Preston to Northwich (split ticketing at Mouldsworth)

Preston-Crewe cancelled so I got an earlier train. The earlier train I got Preston-Crewe was meant to go fast from Warrington but they put Crewe on as an extra stop due to the cancelled train. The earlier train was about 20 mins late so roughly the same time as my original train anyway. Made my connection perfectly ok.
Crewe-Chester slightly late but still 5 mins before my original connection.
Chester-Northwich cancelled, next one an hour later.

Northern denied it, said it was Avanti's fault.

Just one spat out of the random excuse generator. Hopefully you’ll appeal, most people caught up in the same disruption won’t have claimed in the first place, and most that did and have been similarly rejected will not bother to appeal.

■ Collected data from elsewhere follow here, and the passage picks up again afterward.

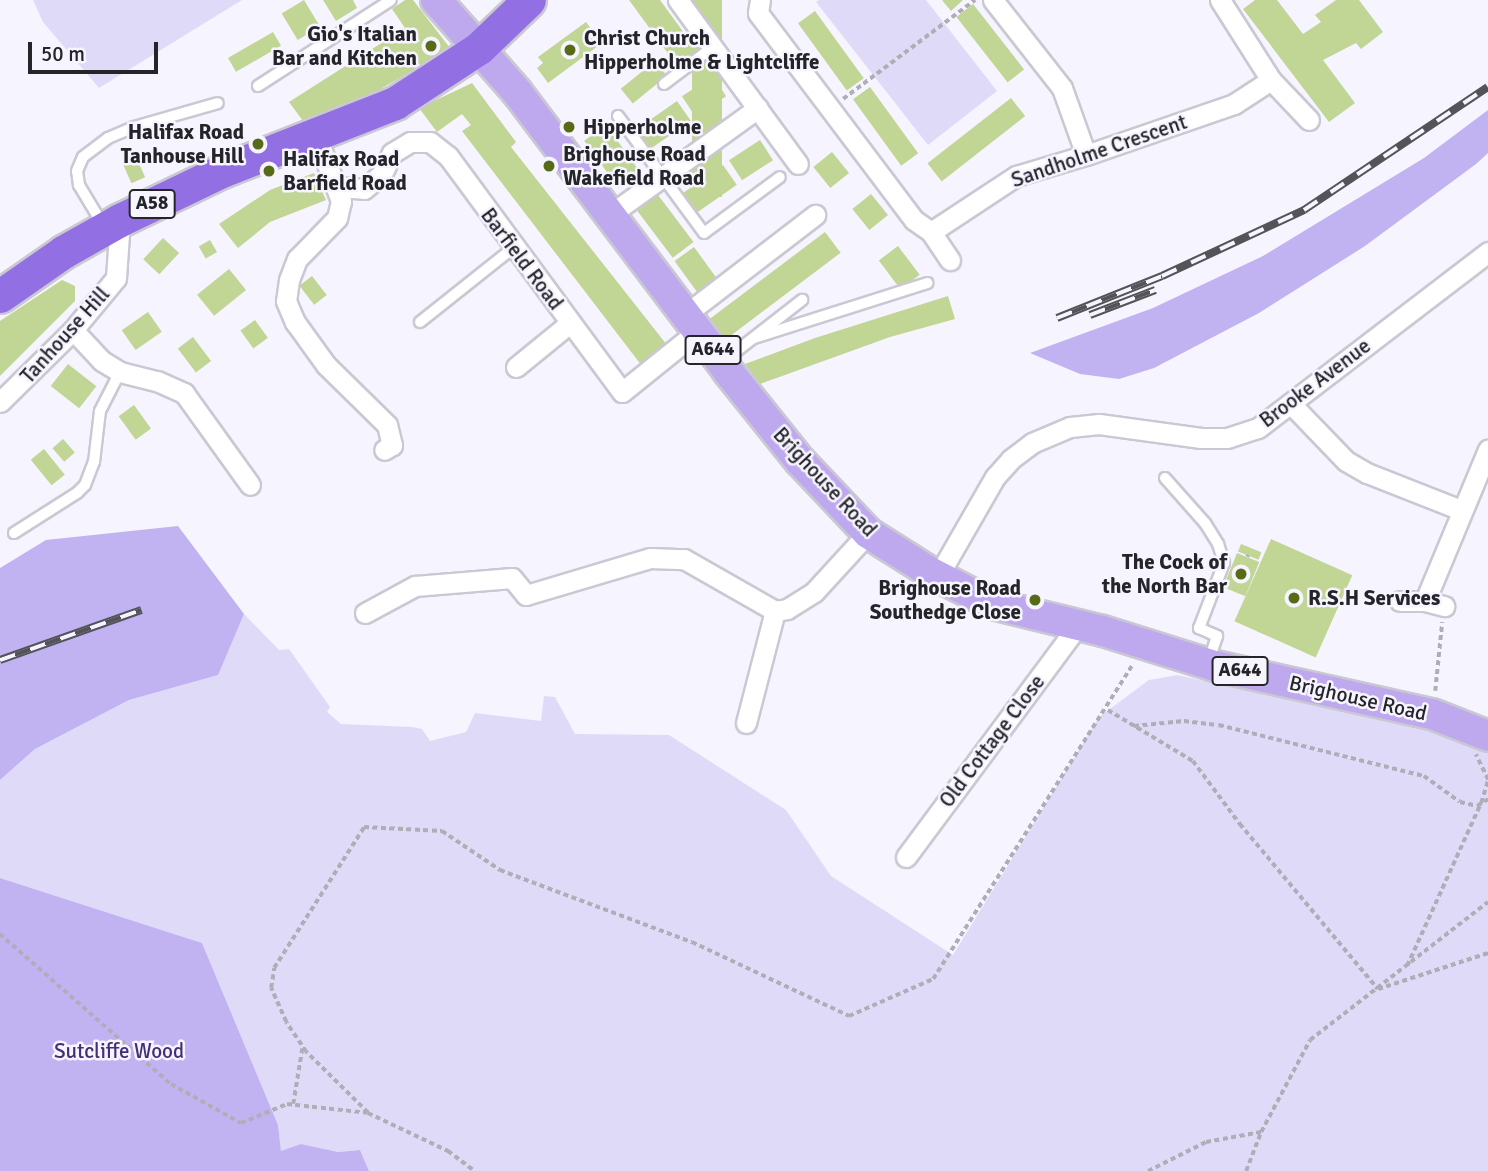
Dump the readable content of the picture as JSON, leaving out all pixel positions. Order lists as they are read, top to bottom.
{
  "streets": {
    "highway": ["A58"],
    "main road": ["A644", "Brighouse Road"],
    "street": [
      "Sandholme Crescent",
      "Barfield Road",
      "Tanhouse Hill",
      "Brooke Avenue",
      "Old Cottage Close"
    ]
  },
  "crossings": [
    ["A58", "Tanhouse Hill"],
    ["A58", "A644"],
    ["A58", "Brighouse Road"],
    ["Barfield Road", "Brighouse Road"],
    ["A644", "Brighouse Road"],
    ["Brooke Avenue", "Brighouse Road"],
    ["Brighouse Road", "Old Cottage Close"]
  ],
  "parks": ["Sutcliffe Wood"],
  "places": [
    "Gio's Italian Bar and Kitchen",
    "Christ Church Hipperholme & Lightcliffe",
    "Hipperholme",
    "Halifax Road Tanhouse Hill",
    "Brighouse Road Wakefield Road",
    "Halifax Road Barfield Road",
    "The Cock of the North Bar",
    "R.S.H Services",
    "Brighouse Road Southedge Close"
  ],
  "scale_bar": "50 m"
}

A couple of years ago we had disruption on a journey from Edinburgh to Manchester. I can’t remember the exact details but my TPE train was cancelled on a Sunday afternoon (having been shown as delayed until 20 mins after departure).
I seem to remember being advised to buy a new ticket for another service (West Coast(?) and then change). From memory it was bought from the East Coast ran ticket desks. The train manager advised this wasn’t necessary having bought the ticket already (that train was subsequently delayed too).

I lodged a complaint with TPE who rejected my request for a refund for my original ticket. This went backwards and forwards several times with them blaming another TOC.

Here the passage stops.